Title: Toward Macro-Modeling of Alkali-Silica Reaction-Affected Structures

Author(s): Anca C. Ferche, Daman K. Panesar, Shamim A. Sheikh, and Frank J. Vecchio

Publication: Structural Journal

Volume: 114

Issue: 5

Appears on pages(s): 1121-1129

Keywords: alkali-silica reaction; analysis; assessment; finite element; nonlinear analysis; reinforced concrete; structures

DOI: 10.14359/51700778

Date: 9/1/2017

Abstract:
Although much attention has been directed toward modeling alkali-silica reaction (ASR) since its first deleterious effects on concrete structures were identified 75 years ago, there remain many unresolved issues.
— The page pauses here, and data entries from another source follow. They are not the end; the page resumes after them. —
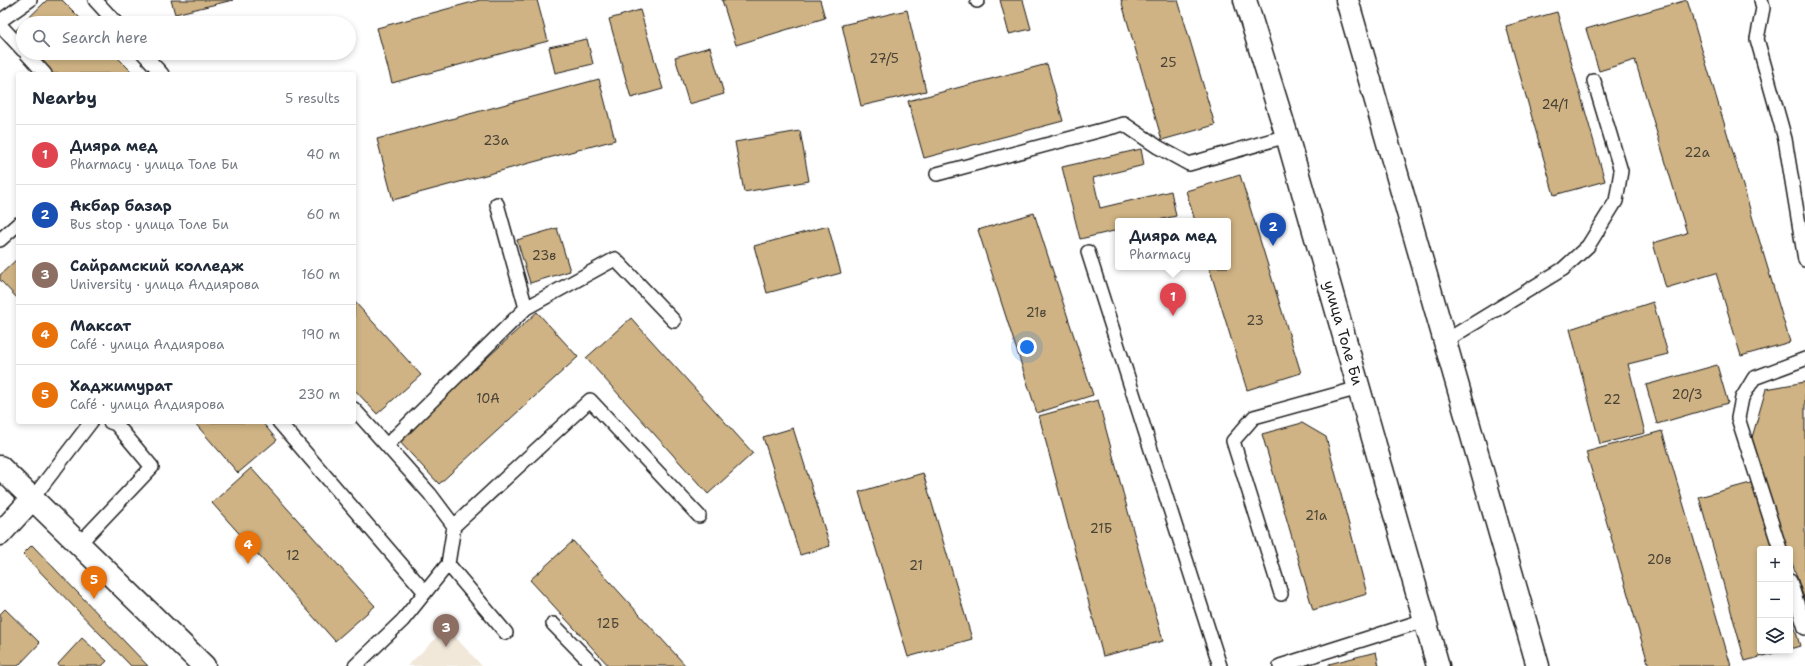 <!DOCTYPE html>
<html lang="en">
<head>
<meta charset="utf-8">
<style>
  body { margin:0; font-family:"Shantell Sans",sans-serif; background:#f2f2f3; color:#1f2937 }
  .controls { position:absolute; right:12px; bottom:12px; display:grid; overflow:hidden; border-radius:4px; box-shadow:0 2px 6px #0003 }
  .controls button { width:36px; height:36px; display:grid; place-items:center; padding:0; border:0; border-bottom:1px solid #e0e1e3; background:#fff; color:#1f2937; font:20px sans-serif }
  .you { position:absolute; left:1027px; top:347px; width:14px; height:14px; margin:-10px; border:3px solid #fff; border-radius:50%; background:#1a73e8; box-shadow:0 0 0 6px #1a73e833 }
  .badge { display:grid; place-items:center; width:26px; height:26px; border-radius:50%; background:#c8321e; color:#fff; font-size:13px; font-weight:700 }
  .pin { position:absolute; translate:-50% -33px; filter:drop-shadow(0 1px 2px #0008) }
  .pin::after { content:''; position:absolute; top:21px; width:14px; height:12px; background:inherit; clip-path:polygon(0 0,100% 0,50% 100%) }
  .popup { position:absolute; left:1115px; top:218px; width:116px; height:52px; box-sizing:border-box; display:grid; place-content:center; border-radius:4px; background:#fff; filter:drop-shadow(0 1px 3px #0005); font-size:13px; white-space:nowrap; color:#747a83 }
  .popup b { font-size:15px; color:#1f2937 }
  .popup::after { content:''; position:absolute; left:50%; top:100%; margin-left:-8px; border:8px solid transparent; border-top-color:#fff }
  .list { margin:0; padding:0; list-style:none }
  h2 { display:flex; justify-content:space-between; align-items:center; height:52px; margin:0; padding:0 16px; font-size:17px }
  h2 small { font-size:13px; font-weight:400; color:#747a83 }
  .list li { display:grid; grid-template-columns:26px 1fr auto; gap:12px; align-items:center; box-sizing:border-box; height:60px; padding:0 16px; border-top:1px solid #e0e1e3 }
  .list b { display:block; font-size:15px; white-space:nowrap }
  .list p { margin:0; font-size:13px; white-space:nowrap; color:#747a83 }
  .list em { font-size:13px; font-style:normal; color:#747a83 }
  .icon { flex:none; width:22px; height:22px; fill:none; stroke:currentColor; stroke-width:2; stroke-linecap:round; stroke-linejoin:round }
  .map { position:relative; flex:none; width:1805px; height:666px; overflow:hidden }
  .search { position:absolute; background:#fff; box-shadow:0 2px 6px #0003; left:16px; top:16px; width:340px; height:44px; display:flex; align-items:center; gap:10px; box-sizing:border-box; padding:0 14px; border-radius:22px; color:#747a83; font-size:15px }
  .panel { position:absolute; background:#fff; box-shadow:0 2px 6px #0003; left:16px; top:72px; width:340px; height:352px; border-radius:4px }
  .map>svg:first-child { display:block }
</style>
</head>
<body>
<div class="map">
<svg width="1805" height="666" viewBox="0 0 1805 666">
  <rect width="100%" height="100%" fill="#fff"/>
  <filter id="ink" filterUnits="userSpaceOnUse"><feTurbulence type="fractalNoise" baseFrequency=".025" numOctaves="2"/><feDisplacementMap in="SourceGraphic" scale="8" xChannelSelector="R" yChannelSelector="G"/><feConvolveMatrix kernelMatrix="1 2 1 2 8 2 1 2 1" color-interpolation-filters="sRGB"/></filter>
  <g filter="url(#ink)">
    <!-- built -->
    <path fill="#f1e8da" d="M447,628l35,38h-75z"/>
    <!-- building -->
    <path fill="#cfb384" stroke="#1c1c1c" d="M47,0h15l23,23h-62v23l-11,-12z
      M171,0h62l-58,14z
      M480,0h57l11,41 -156,42 -15,-55z
      M722,0h98l5,18 -89,27z
      M1000,0h23l8,29 -22,5z
      M1121,0h57l37,125 -53,15z
      M1687,0l103,342 -49,14 -25,-83 -50,15 -13,-45 34,-10 -52,-173 -36,11 -13,-42z
      M640,10l23,79 -32,9 -22,-79z
      M907,10l19,81 -65,15 -19,-81z
      M1557,12l48,169 -51,14 -48,-169z
      M587,39l6,25 -38,9 -6,-26z
      M710,47l14,47 -35,10 -14,-47z
      M30,53h83l21,21h-84z
      M1047,64l16,57 -139,37 -16,-57z
      M599,79l16,61 -222,60 -16,-61z
      M800,131l9,50 -65,11 -9,-50z
      M1141,149l3,16 -51,13 7,30 71,-17 5,25 -22,5h-36v9l-38,9 -18,-72z
      M1240,175l61,198 -54,17 -38,-123h19v-46h-33l-9,-30z
      M1034,213l59,182 -56,18 -59,-183z
      M828,226l13,47 -74,20 -13,-47z
      M557,228l13,43 -40,12 -13,-43z
      M18,258v41l-18,-19v-5z
      M354,301l67,74 -44,39 -23,-25z
      M1653,302l15,52 -40,10 17,69 -45,11 -30,-115z
      M537,312l41,45 -139,127 -41,-44z
      M631,318l122,135 -45,41 -122,-136z
      M1717,365l11,38 -71,21 -11,-39z
      M1805,382v219l-15,-44v-8h-3l-36,-108 15,-52z
      M1098,400l65,241 -60,15 -64,-240z
      M194,422h68l15,18 -39,33z
      M1302,423l24,14 41,157 -54,16 -51,-176z
      M793,428l37,118 -30,9 -37,-118z
      M1662,431l69,235h-82l-63,-214z
      M251,468l124,138 -40,35 -123,-138z
      M923,473l49,166 -64,18 -49,-165z
      M1754,482l19,67h-13v102h22l-37,10 -46,-164z
      M573,541l113,125h-77l-79,-86z
      M32,545l116,121h-17l-108,-112z
      M5,609l35,34 -22,23h-18v-52z
      M1790,611l10,35 -10,3z
      M82,638l25,23 -5,5h-43l-1,-2z
      M1376,652l3,14h-50v-2z"/>
    <g fill="none" stroke-linecap="round" stroke-linejoin="round">
      <defs>
        <path id="lane" d="M95,0l21,23
          M1761,0l2,8 -6,31 28,100 20,121
          M977,1l1,-1
          M0,21l30,-21
          M0,25l23,25
          M26,53l19,21
          M143,53l19,21
          M937,174l187,-50 34,23 31,17 98,-28
          M0,240l18,-16
          M1088,252l132,414
          M526,308l89,-49 59,62
          M1445,341l118,-72 25,-23 28,-45 5,-30 -27,-90
          M354,409l76,85 24,32 -6,38 -45,56 -48,46
          M279,422l146,170
          M387,445l139,-137 -29,-104
          M32,499l59,-77
          M454,526l136,-126 109,116
          M79,544l73,-77 -36,-43 -6,-2
          M1780,549l-42,-131 4,-20 12,-20 51,-19
          M448,564l58,69
          M1790,581l15,47
          M1281,594l-48,-153 21,-24 105,-29
          M553,624l41,42
          M1280,666l145,-46"/>
        <path id="street" d="M0,467l204,199
          M0,534l32,-35"/>
        <g id="secondary">
          <path id="s1" d="M1245,0l42,136 151,530"/>
          <path d="M1347,0l191,666"/>
        </g>
      </defs>
      <!-- lane casing -->
      <use href="#lane" stroke="#1c1c1c" stroke-width="16"/>
      <!-- street casing -->
      <use href="#street" stroke="#1c1c1c" stroke-width="25"/>
      <!-- secondary casing -->
      <use href="#secondary" stroke="#1c1c1c" stroke-width="25"/>
      <!-- lane -->
      <use href="#lane" stroke="#fff" stroke-width="13"/>
      <!-- street -->
      <use href="#street" stroke="#fff" stroke-width="22"/>
      <!-- secondary -->
      <use href="#secondary" stroke="#fff" stroke-width="22"/>
    </g>
  </g>
  <g text-anchor="middle" dominant-baseline="central" stroke-width="3" stroke-linejoin="round" paint-order="stroke">
    <!-- number labels -->
    <g font-size="13" fill="#494236">
      <text x="884" y="58">27/5</text>
      <text x="1168" y="62">25</text>
      <text x="1555" y="104">24/1</text>
      <text x="496" y="140">23а</text>
      <text x="1697" y="152">22а</text>
      <text x="544" y="255">23в</text>
      <text x="1036" y="312">21в</text>
      <text x="1255" y="320">23</text>
      <text x="1687" y="394">20/3</text>
      <text x="488" y="398">10А</text>
      <text x="1612" y="399">22</text>
      <text x="1316" y="515">21а</text>
      <text x="1101" y="528">21Б</text>
      <text x="293" y="555">12</text>
      <text x="1659" y="559">20в</text>
      <text x="916" y="565">21</text>
      <text x="608" y="623">12Б</text>
    </g>
    <!-- street labels -->
    <g font-size="15" fill="#1c1c1c" stroke="#fff">
      <text stroke="none"><textPath href="#s1" startOffset="347">улица Толе Би</textPath></text>
    </g>
  </g>
</svg>
<div class="controls">
<button>+</button>
<button>−</button>
<button><svg class="icon" aria-label="layers" viewBox="0 0 24 24"><path d="M12 4l9 5-9 5-9-5zM3 14l9 5 9-5"/></svg></button>
</div>
<div class="you"></div>
<div class="pin badge" style="left:1173px;top:316px;background:#e0444e">1</div>
<div class="popup"><b>Дияра мед</b>Pharmacy</div>
<div class="pin badge" style="left:1273px;top:246px;background:#1a4fb4">2</div>
<div class="pin badge" style="left:446px;top:647px;background:#8d6e63">3</div>
<div class="pin badge" style="left:248px;top:564px;background:#e8710a">4</div>
<div class="pin badge" style="left:94px;top:599px;background:#e8710a">5</div>
<div class="search"><svg class="icon" aria-label="search" viewBox="0 0 24 24"><circle cx="10" cy="10" r="6"/><path d="M15 15l6 6"/></svg>Search here</div>
<section class="panel">
<h2>Nearby<small>5 results</small></h2>
<ul class="list">
<li><span class="badge" style="background:#e0444e">1</span><div><b>Дияра мед</b><p>Pharmacy · улица Толе Би</p></div><em>40 m</em></li>
<li><span class="badge" style="background:#1a4fb4">2</span><div><b>Акбар базар</b><p>Bus stop · улица Толе Би</p></div><em>60 m</em></li>
<li><span class="badge" style="background:#8d6e63">3</span><div><b>Сайрамский колледж</b><p>University · улица Алдиярова</p></div><em>160 m</em></li>
<li><span class="badge" style="background:#e8710a">4</span><div><b>Максат</b><p>Café · улица Алдиярова</p></div><em>190 m</em></li>
<li><span class="badge" style="background:#e8710a">5</span><div><b>Хаджимурат</b><p>Café · улица Алдиярова</p></div><em>230 m</em></li>
</ul>
</section>
</div>
</body>
</html>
Among them, according to CSA A864-00, is that conventional methods of analysis become invalid for the assessment of ASR-affected structures due to the induced anisotropy with regards to the mechanical properties of concrete. To address this need, an alternative procedure for nonlinear analysis of ASR-affected reinforced concrete structures is presented, implemented within the framework of finite-element programs developed for the analysis of membrane and three-dimensional structures. Reinforced concrete is treated as an orthotropic material based on a smeared rotating crack model within the context of a total-load secant-stiffness macro-modeling approach. Verification is provided through analyses of reinforced concrete beams with behavior governed by either flexural or shear mechanisms.